The structural dynamic now is a stable three-player equilibrium:
- Chinese frontier (closed): GPT-5.4, Gemini 3.1 Pro equivalents — available via API in China
- Chinese open-weight (leading): GLM-5, Qwen3.5 — dominate performance on open-weight leaderboards, globally deployable
- Western frontier (closed): OpenAI, Anthropic, Google Gemini — expensive APIs, controlled deployment
- Western open-weight (secondary): Gemma 4 — Apache 2.0, governance-friendly, but not performance-leading
Meta's retreat from open-source leaves no Western competitor in the performance-leading tier of open-weight models.

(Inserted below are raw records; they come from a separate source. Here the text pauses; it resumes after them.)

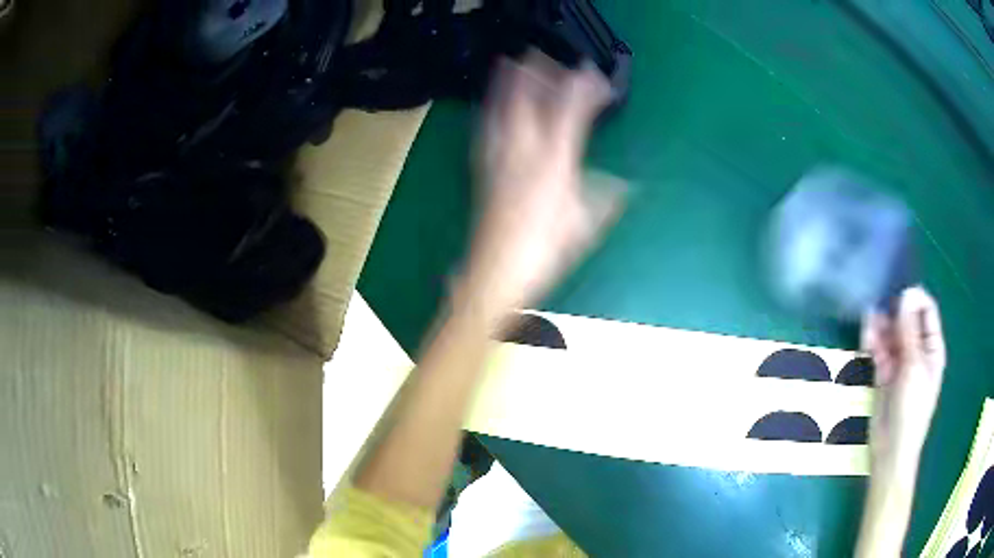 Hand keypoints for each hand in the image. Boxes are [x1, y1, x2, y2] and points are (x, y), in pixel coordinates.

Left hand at [460, 51, 624, 322]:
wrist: (496, 270)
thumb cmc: (544, 251)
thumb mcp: (585, 225)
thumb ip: (606, 199)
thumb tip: (626, 186)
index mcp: (554, 164)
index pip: (570, 114)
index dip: (582, 90)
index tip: (593, 75)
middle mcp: (524, 153)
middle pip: (528, 102)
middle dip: (537, 75)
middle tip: (542, 55)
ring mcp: (499, 158)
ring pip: (502, 111)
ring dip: (508, 85)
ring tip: (509, 63)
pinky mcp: (483, 168)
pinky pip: (486, 130)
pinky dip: (491, 111)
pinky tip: (491, 105)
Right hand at [862, 287, 945, 469]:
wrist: (890, 451)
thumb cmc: (910, 410)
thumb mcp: (913, 368)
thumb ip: (909, 331)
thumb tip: (906, 293)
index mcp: (932, 347)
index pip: (926, 310)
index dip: (914, 299)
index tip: (898, 296)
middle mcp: (918, 350)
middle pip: (907, 319)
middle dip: (893, 313)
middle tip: (879, 314)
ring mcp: (900, 362)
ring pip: (891, 333)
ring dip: (881, 327)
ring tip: (868, 325)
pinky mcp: (884, 373)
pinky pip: (879, 349)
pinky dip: (873, 341)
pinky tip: (866, 336) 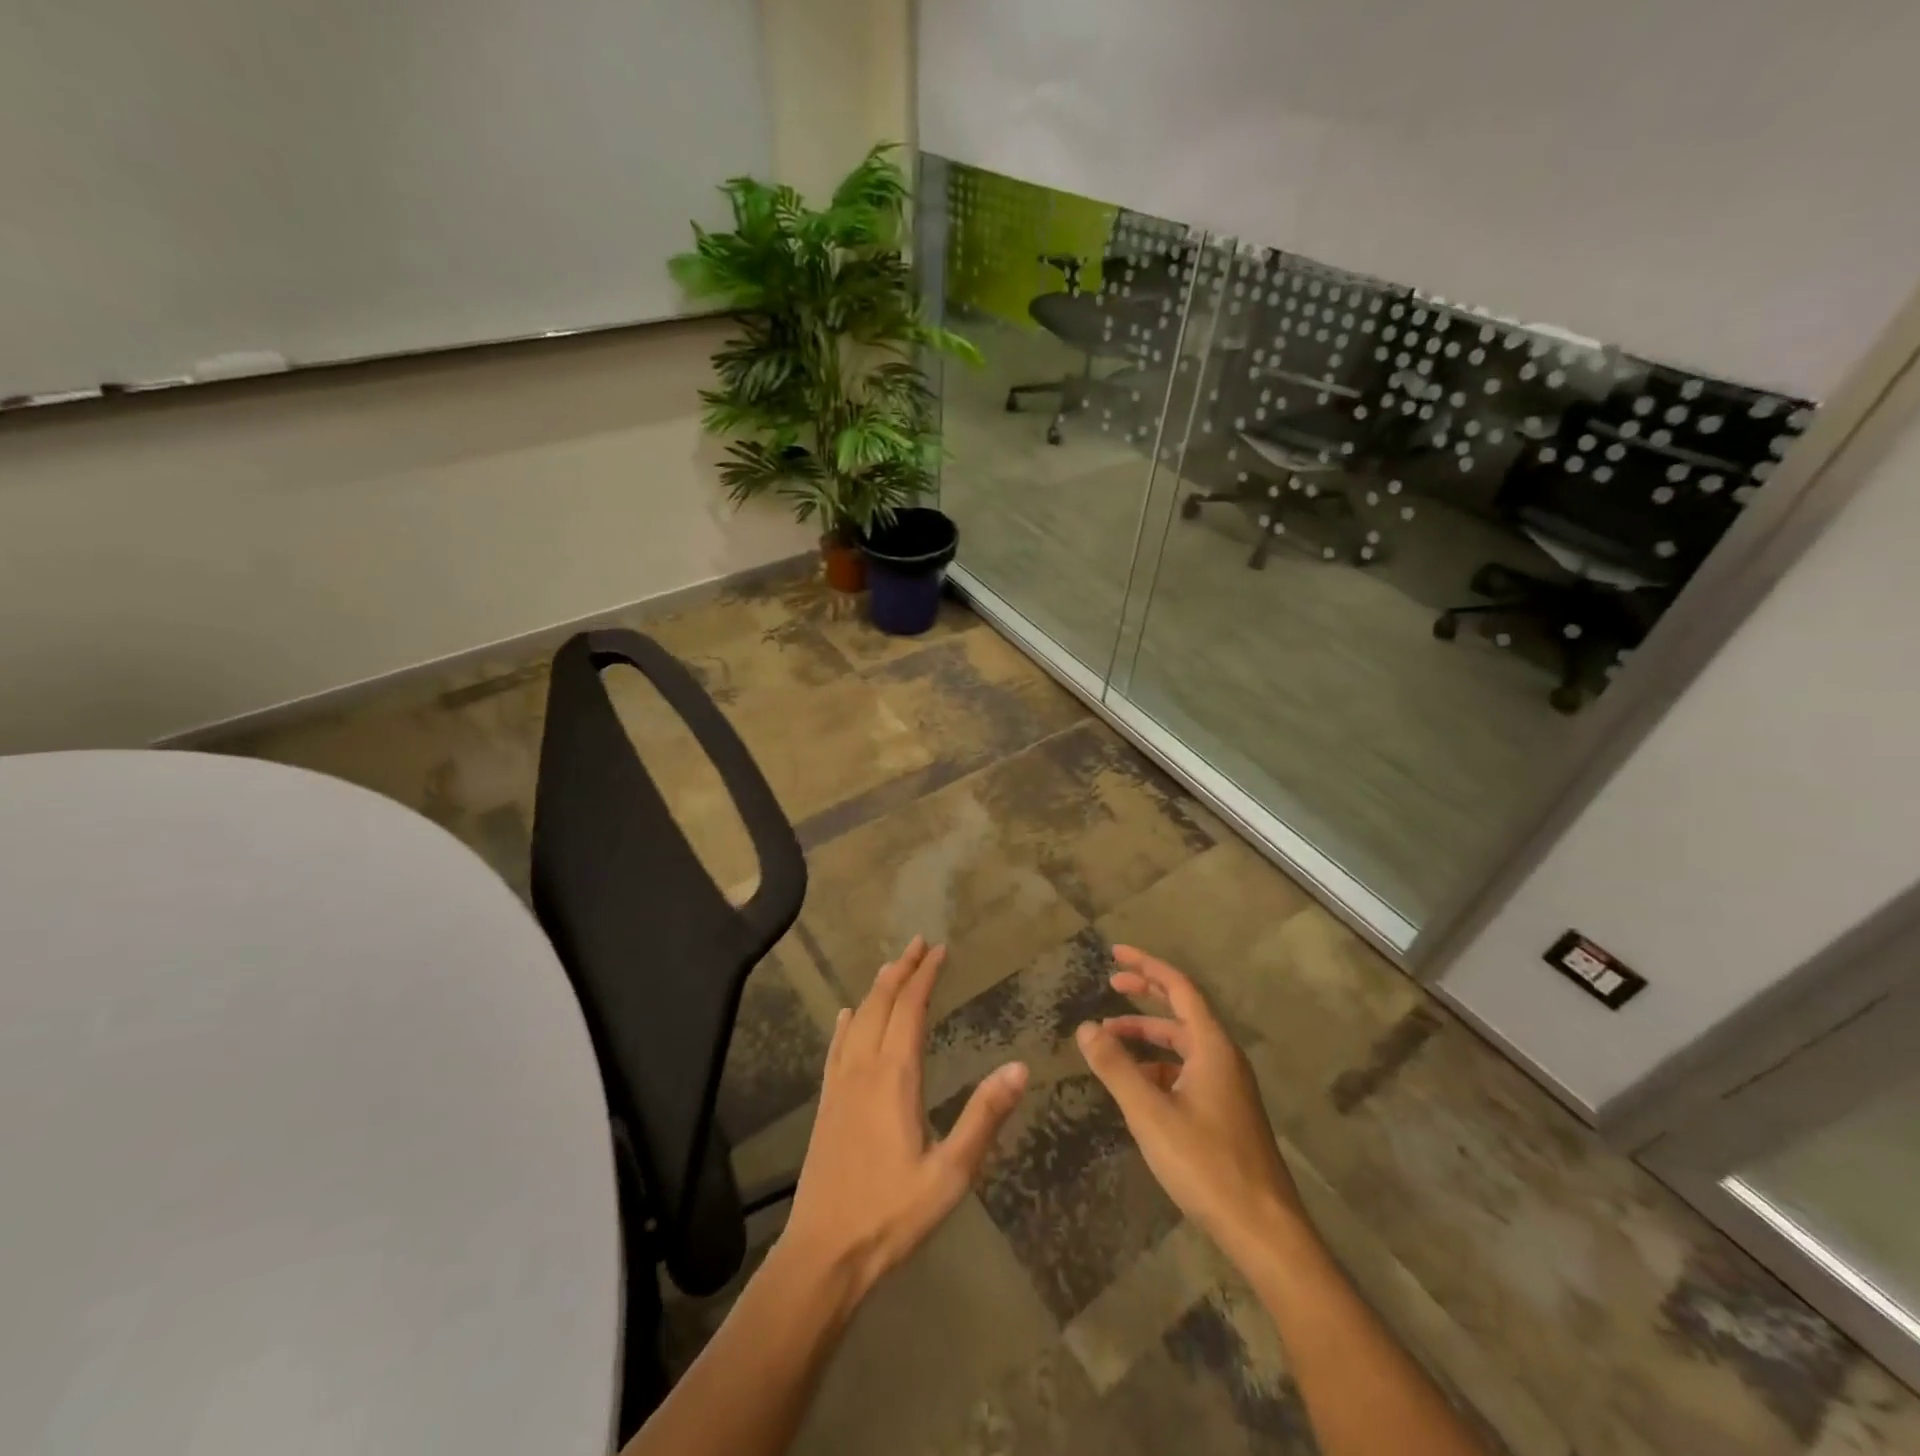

What This Means for Practitioners
If you are a developer building on open-weight models, Qwen and GLM are now the dominant technical choices. Their higher download counts mean larger community ecosystems, more third-party tools, and more documentation. Dismissing them on geopolitical grounds is a productivity penalty.
If you are an enterprise buyer facing supply chain risk around Chinese dependencies, Gemma 4 Apache 2.0 is now your primary option for open-source. It is governance-friendly, Google-supported, and Western. Accept that it is not performance-leading — evaluate whether the governance benefit justifies the capability gap.
If you are a researcher at a Western AI lab, the data should be clear: architectural efficiency (MoE, quantization, neuro-symbolic hybrids) is now the competitive axis that matters. Brute-force scale produced Muse Spark's mediocre 4th-place ranking despite Meta's engineering resources. Efficiency architecture produced Qwen's dominance despite compute constraints. This is the frontier where Western labs still have room to compete.